I was just looking to add a container grown Avocado and came accross a really interesting variety called GEM. From most accounts this is a very prolific dwarf that is every bit as tasty as Haas. Only problem is, it’s exceptionally hard to find. Anyone here have any experience with this variety?
Sorry to revive an old post, @Calron, but I saw these in the grocery store here and bought a few, so thought I’d share my opinion on them.
The good? Large fruit, with very good flavor and smooth texture (other than the fiber strands), and they seem to reliably change color about one day before being fully ripe on the counter, so that’s nice.
The bad? Thick, corky skin that breaks and crumbles easily, so this is a scooper not a peeler. Also, they have quite a bit more noticeable fiber than Hass, though the filaments are thin and not too noticeable in the mouth.
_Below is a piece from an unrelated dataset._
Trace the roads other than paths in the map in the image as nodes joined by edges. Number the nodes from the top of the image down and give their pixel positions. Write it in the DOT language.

A couple photos, second one shows the fiber:
Thanks for the taste/texture report. I did hold off on trying these from back when I posted this originally. Knowing now, it’s a pretty solid (flavor wise) avocado, I may look into one sometime this summer when I make more yard space
Also worth noting that someone with more experience than me with this cultivar replied to my tweets to say that GEM usually doesn’t have a fiber issue, but it could be seasonal or based on conditions at a particular farm:
Here is an article from someone who has experience with this cultivar (and other avocados): https://gregalder.com/yardposts/the-gem-avocado-tree-a-profile/
Very detailed! It’s interesting that also doesn’t mention anything about the fruit being fibrous, but all five (just had one more) that I bought had lots of fiber. It’s a shame if the main farm distributing them here for the first time had that issue this year. If they keep offering them as the season progresses I’ll see if they improve next month.
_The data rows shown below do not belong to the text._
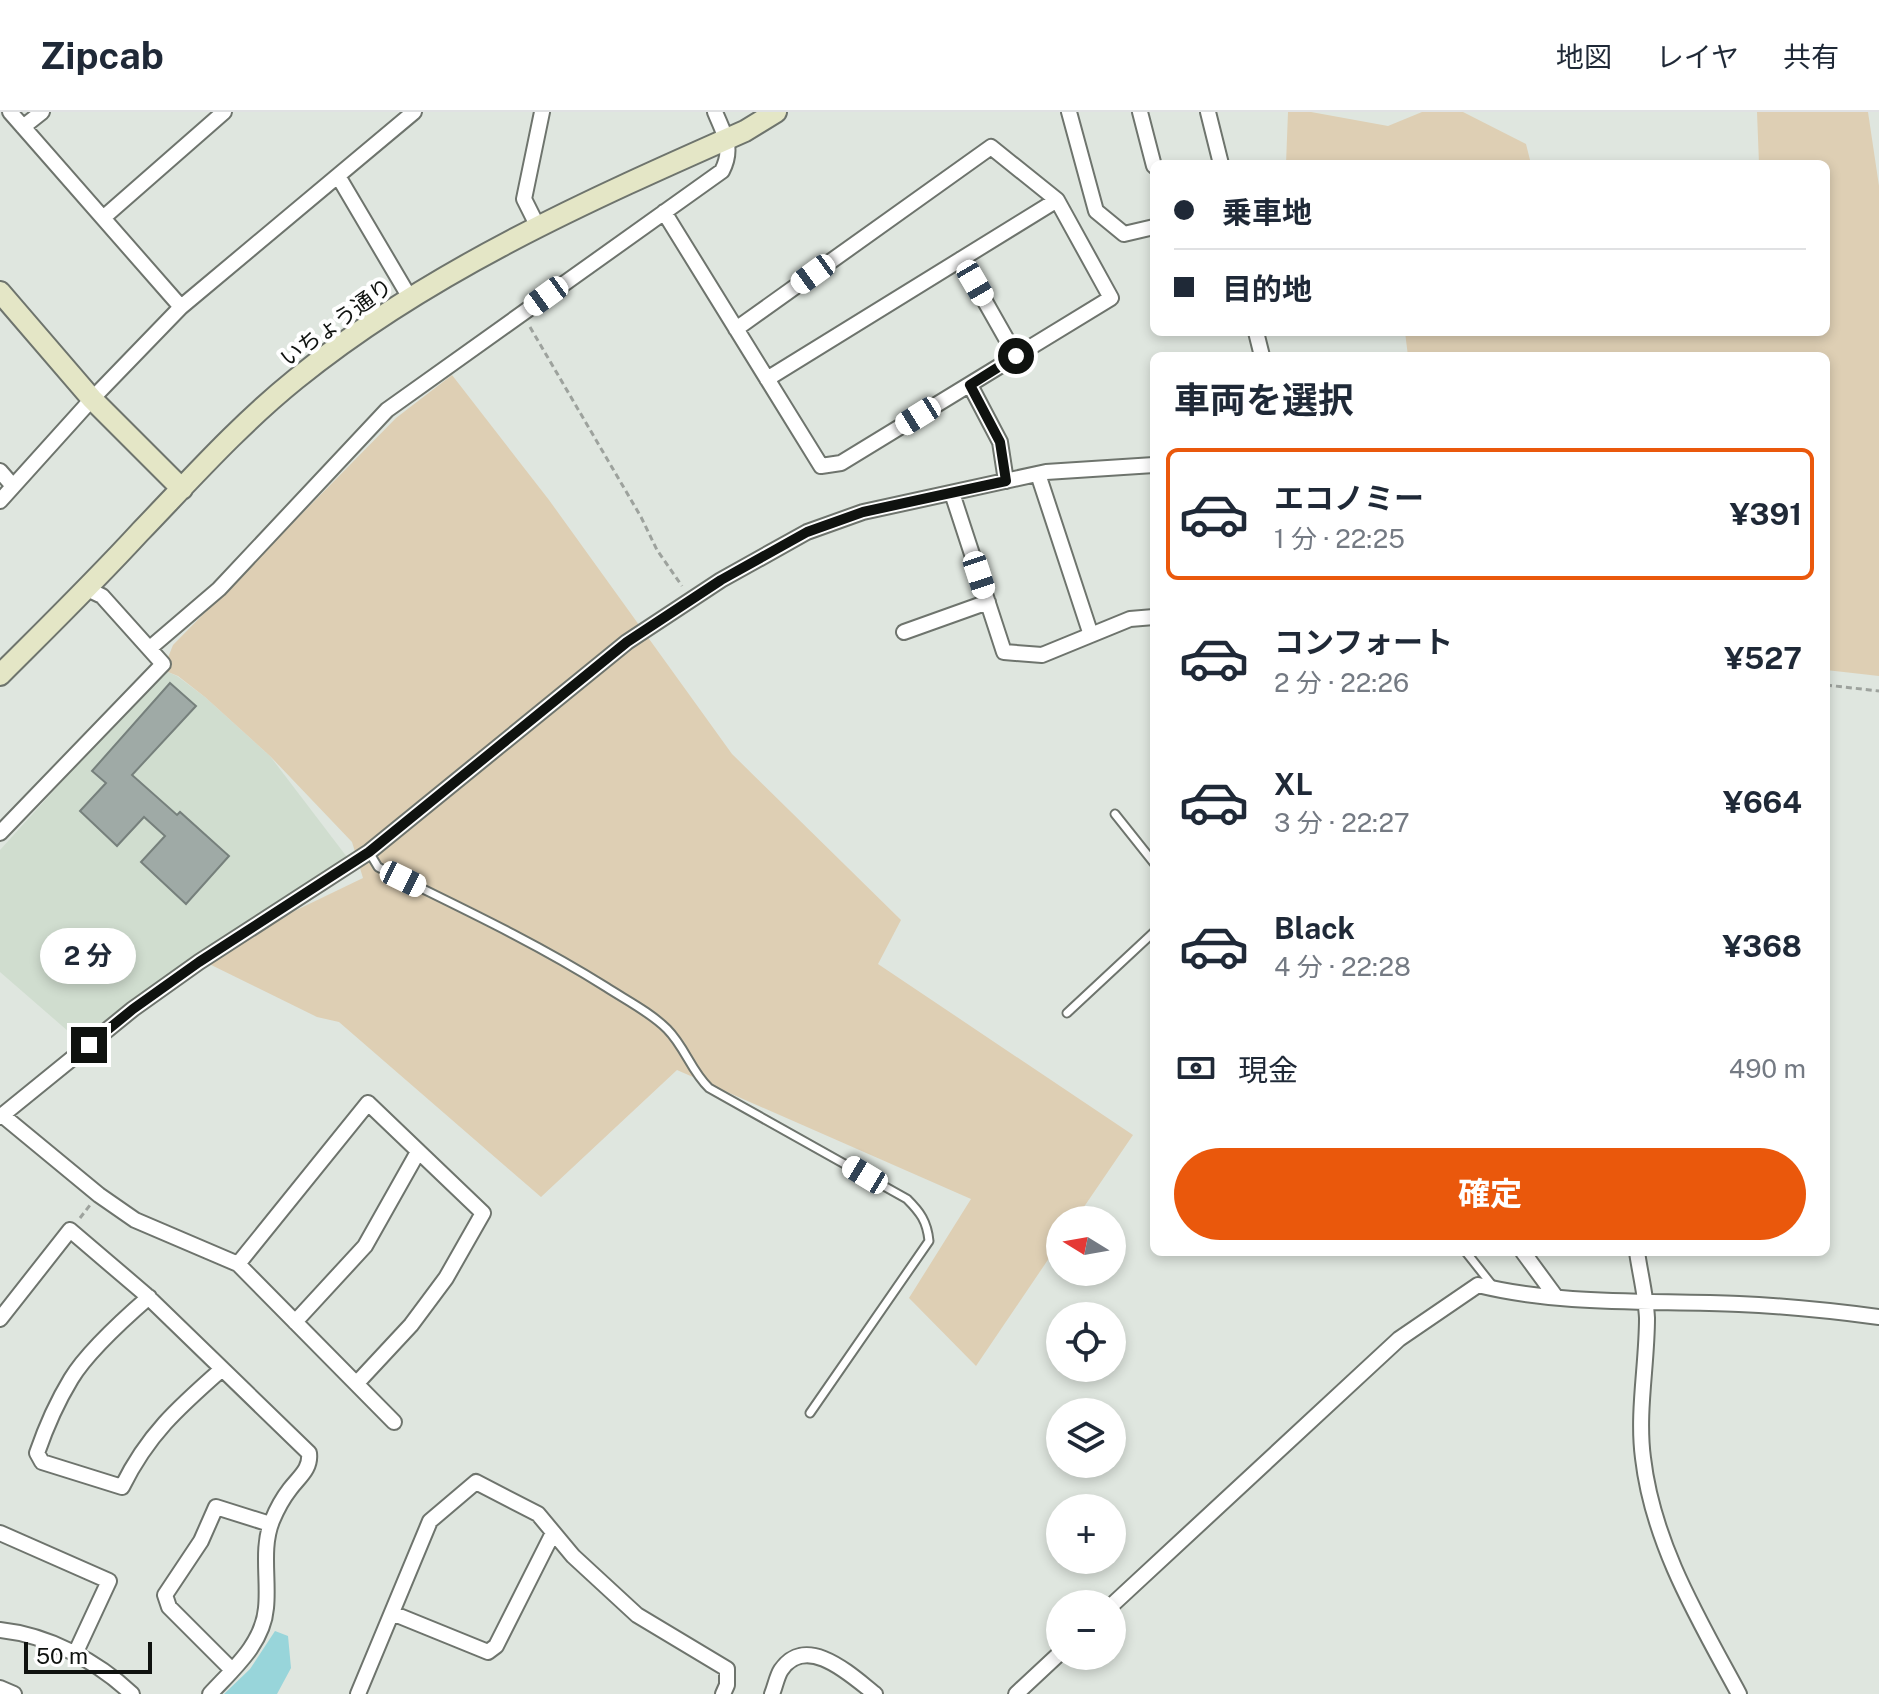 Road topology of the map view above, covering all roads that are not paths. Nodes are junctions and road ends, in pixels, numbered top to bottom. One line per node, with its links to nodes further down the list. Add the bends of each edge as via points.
1 (10, 112): 11 (street)
2 (42, 112): 11 (street)
3 (224, 112): 18 (street)
4 (414, 112): 15 (street)
5 (542, 112): 19 (street, via 524,199)
6 (715, 112): 12 (street)
7 (776, 112): 12 (street, いちょう通り)
8 (1069, 112): 20 (street, via 1096,211 1124,234)
9 (1140, 112): 13 (street)
10 (1208, 112): 14 (street)
11 (23, 127): 18 (street)
12 (727, 139): 17 (street, via 729,159 722,171); 19 (street, いちょう通り)
13 (1152, 160)
14 (1220, 160)
15 (338, 176): 23 (street); 24 (street)
16 (1057, 200): 21 (street); 25 (street, via 991,147); 26 (street, via 1111,298)
17 (664, 212): 25 (street); 43 (street, via 387,410 219,589)
18 (103, 218): 24 (street)
19 (538, 227): 23 (street, いちょう通り)
20 (1150, 228)
21 (961, 259): 26 (street); 27 (street)
22 (0, 292): 29 (street)
23 (410, 298): 35 (street, いちょう通り, via 295,379)
24 (181, 307): 29 (street)
25 (736, 329): 27 (street)
26 (1016, 356): 28 (street)
27 (767, 379): 28 (street, via 821,466 841,463)
28 (970, 385): 33 (street, via 1000,442)
29 (92, 399): 34 (street); 35 (street)
30 (1150, 465): 32 (street)
31 (0, 471): 34 (street)
32 (1038, 474): 33 (street); 42 (street)
33 (1006, 481): 36 (street)
34 (13, 486): 37 (street)
35 (182, 489): 38 (street, いちょう通り)
36 (952, 493): 39 (street); 47 (street, via 863,512 807,532 721,580 627,642)
37 (0, 501)
38 (87, 589): 43 (street, via 102,596); 44 (street, いちょう通り)
39 (988, 602): 41 (street); 42 (street, via 1004,652 1042,655)
40 (1150, 617): 42 (street, via 1130,619)
41 (904, 632)
42 (1091, 635)
43 (150, 648): 46 (street, via 163,664)
44 (0, 675)
45 (1115, 814): 48 (lane)
46 (0, 833)
47 (369, 852): 51 (street, via 133,1009); 66 (lane, via 378,867 551,953 640,1009 666,1028 709,1088 907,1199 922,1214 929,1241)
48 (1150, 858)
49 (1150, 936): 50 (lane)
50 (1067, 1013)
51 (1, 1116): 56 (street, via 135,1220)
52 (418, 1152): 56 (street, via 368,1103); 63 (street, via 365,1246); 65 (street, via 483,1213 446,1278)
53 (1469, 1256): 57 (lane)
54 (1526, 1256): 59 (street)
55 (1638, 1256): 60 (street)
56 (238, 1264): 63 (street)
57 (1496, 1290): 59 (street); 71 (street, via 1478,1285 1399,1339)
58 (149, 1297): 62 (street, via 70,1230); 64 (street); 64 (street, via 72,1376 47,1424 37,1453 42,1462 122,1487 168,1416)
59 (1556, 1297): 60 (street)
60 (1644, 1303): 61 (street, via 1739,1304); 87 (street, via 1641,1427 1649,1489 1675,1574)
61 (1879, 1317)
62 (0, 1319)
63 (295, 1322): 65 (street)
64 (222, 1369): 68 (street, via 309,1453 305,1472)
65 (357, 1383): 67 (street)
66 (810, 1413)
67 (394, 1422)
68 (270, 1524): 77 (street, via 262,1628); 77 (street, via 216,1507 201,1541 165,1595 169,1607)
69 (0, 1533): 75 (street, via 109,1581)
70 (553, 1533): 72 (street, via 496,1646 488,1652); 72 (street, via 538,1514 476,1482 430,1521); 83 (street, via 637,1615 727,1669)
71 (1126, 1592)
72 (392, 1613): 82 (street)
73 (3, 1631): 74 (street); 75 (street)
74 (0, 1647)
75 (75, 1654): 80 (street)
76 (1046, 1666): 86 (street)
77 (232, 1670): 81 (street)
78 (0, 1688): 79 (street)
79 (14, 1694)
80 (132, 1694)
81 (210, 1694)
82 (358, 1694)
83 (723, 1694)
84 (772, 1694): 85 (street, via 781,1669 794,1658 813,1655 832,1662)
85 (875, 1694)
86 (1016, 1694)
87 (1739, 1694)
Greg is a leading Avocado expert. I read his blog weekly.
Ricardo’s nursery in Long Beach has 15 gal trees if anyone is looking for this variety. I know that they also ship 5 gal plants but I’m not sure about the bigger plants.
FYI this cultivar is recently off patent, so you can now get it from the UC Riverside avocado grove as scionwood. I confirmed this with them a few months ago, the patent expired early last year.
Commercial avocado orchard trees are top-worked every 15-20 years lest they become too tall to efficiently harvest. About 3 decades ago Gem was experimentally top-worked on side orchards in Fallbrook CA. The packing houses that purchase from the growers found it inferior to improved Hass cultivars and did not offer as much per pound. It has since been removed.
As I’ve mentioned before on this site, the “Hass” that you buy at a supermarket or are served at a restaurant (e.g. Rubio’s) is not the “Hass” plant sold at nurseries. A knowledgeable nursery person will tell you latter is the original cultivar but there are many improved varieties – the most desired among them is currently Lulu. Thus, when someone says their avocado is as good or better than Hass, they are either mis-informed or purposely misleading, because it is not difficult to find improvements from the original.
As for restaurants and produce markets, “Hass” is a USDA grade of avocado with certain minimum requirements for oil content, skin texture, etc. For example, several CA packing houses will certify locally-grown “Stewart” as Hass grade. This is why you find “Hass” available in markets almost year round from successive-ripening cultivars instead of once per year from the original Hass.
Great info. Thank you for sharing this!